Residents of the southern town of Jaar, controlled by militants who call themselves Ansar al-Sharia (Partisans of Islamic Law), saw the soldiers being let out of the school building where they were being held.

In a statement, the group said Nasser al-Wuhayshi, the leader of al-Qaeda's Yemen-based wing, had authorised their release after negotiations with tribal elders and religious scholars who visited Jaar, which the militants have renamed "the emirate of Waqar".

Wuhayshi's involvement is further evidence of Ansar al-Sharia's links to al Qaeda in the Arabian Peninsula (AQAP), which CIA director David Petraeus described last year as "the most dangerous regional node in the global jihad".
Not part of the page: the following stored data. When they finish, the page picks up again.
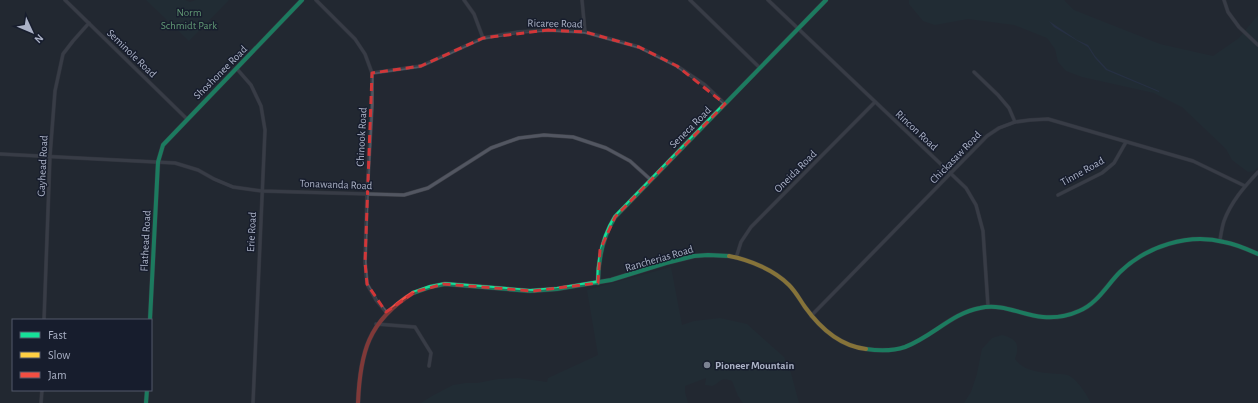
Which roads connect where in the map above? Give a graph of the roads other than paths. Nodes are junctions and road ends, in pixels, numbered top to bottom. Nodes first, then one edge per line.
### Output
1 (65, 0) edge
2 (302, 0) edge
3 (316, 0) edge
4 (464, 0) edge
5 (582, 0) edge
6 (690, 0) edge
7 (768, 0) edge
8 (826, 0) edge
9 (1224, 0) edge
10 (89, 24) junction
11 (798, 29) junction
12 (585, 32) junction
13 (483, 38) junction
14 (1258, 45) edge
15 (760, 68) junction
16 (237, 69) junction
17 (974, 72) dead end
18 (372, 73) junction
19 (875, 102) junction
20 (725, 104) junction
21 (187, 119) junction
22 (1014, 122) junction
23 (1126, 142) junction
24 (0, 154) edge
25 (50, 156) junction
26 (158, 162) junction
27 (1258, 172) edge
28 (951, 174) junction
29 (650, 180) junction
30 (1245, 186) junction
31 (262, 191) junction
32 (367, 195) junction
33 (1058, 195) dead end
34 (1220, 240) junction
35 (1258, 254) edge
36 (736, 258) junction
37 (598, 283) junction
38 (988, 306) junction
39 (386, 312) junction
40 (811, 316) junction
41 (44, 319) edge
42 (150, 319) edge
43 (376, 324) junction
44 (429, 366) dead end
45 (42, 391) edge
46 (147, 391) edge
47 (41, 403) edge
48 (146, 403) edge
49 (253, 403) edge
50 (358, 403) edge

1 - 10 street, Seminole Road
2 - 16 street, Shoshonee Road
3 - 18 street, Chinook Road
4 - 13 street
5 - 12 street
6 - 15 street
7 - 11 street, Rincon Road
8 - 11 street, Seneca Road
9 - 14 street
10 - 21 street, Seminole Road
10 - 25 street, Gayhead Road
11 - 15 street, Seneca Road
11 - 19 street, Rincon Road
12 - 13 street, Ricaree Road
12 - 20 street, Ricaree Road
13 - 18 street, Ricaree Road
15 - 20 street, Seneca Road
16 - 21 street, Shoshonee Road
16 - 31 street, Erie Road
17 - 22 street
18 - 32 street, Chinook Road
19 - 28 street, Rincon Road
19 - 36 street, Oneida Road
20 - 29 street, Seneca Road
21 - 26 street, Shoshonee Road
22 - 23 street, Chickasaw Road
22 - 28 street, Chickasaw Road
23 - 30 street, Chickasaw Road
23 - 33 street, Tinne Road
24 - 25 street, Tonawanda Road
25 - 26 street, Tonawanda Road
25 - 41 street, Gayhead Road
26 - 31 street, Tonawanda Road
26 - 42 street, Flathead Road
27 - 30 street
28 - 38 street, Rincon Road
28 - 40 street, Chickasaw Road
29 - 32 street, Tonawanda Road
29 - 37 street, Seneca Road
30 - 34 street
31 - 32 street, Tonawanda Road
31 - 49 street, Erie Road
32 - 39 street, Chinook Road
34 - 35 street, Rancherias Road
34 - 38 street, Rancherias Road
36 - 37 street, Rancherias Road
36 - 40 street, Rancherias Road
37 - 39 street, Rancherias Road
38 - 40 street, Rancherias Road
39 - 43 street, Rancherias Road
43 - 44 street
43 - 50 street, Rancherias Road
45 - 47 street
46 - 48 street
It was not clear what, if anything, the group had been offered in return for the soldiers' release. Not long after their capture, it threatened to harm the soldiers unless the Yemeni government released Islamist militants from jail.

A Yemeni journalist at the handover said the group had explained they were freeing the soldiers "for the sake of God" and in response to the appeals of the captives' families and local tribal mediators.

"The militants invited local journalists, tribal mediators, human rights activists and the soldiers' relatives to their stronghold, Jaar, to attend the ceremony," said Wajdi al-Shaib. "The soldiers are now with their families on the way to Aden".

Militants have exploited a year of political upheaval to firm their foothold in Yemen, especially in the south, where they have seized swathes of territory and launched frequent attacks on security forces.

The soldiers were taken hostage by Ansar al-Sharia in one such attack on the city of Zinjibar during which more than one hundred other conscripts were killed.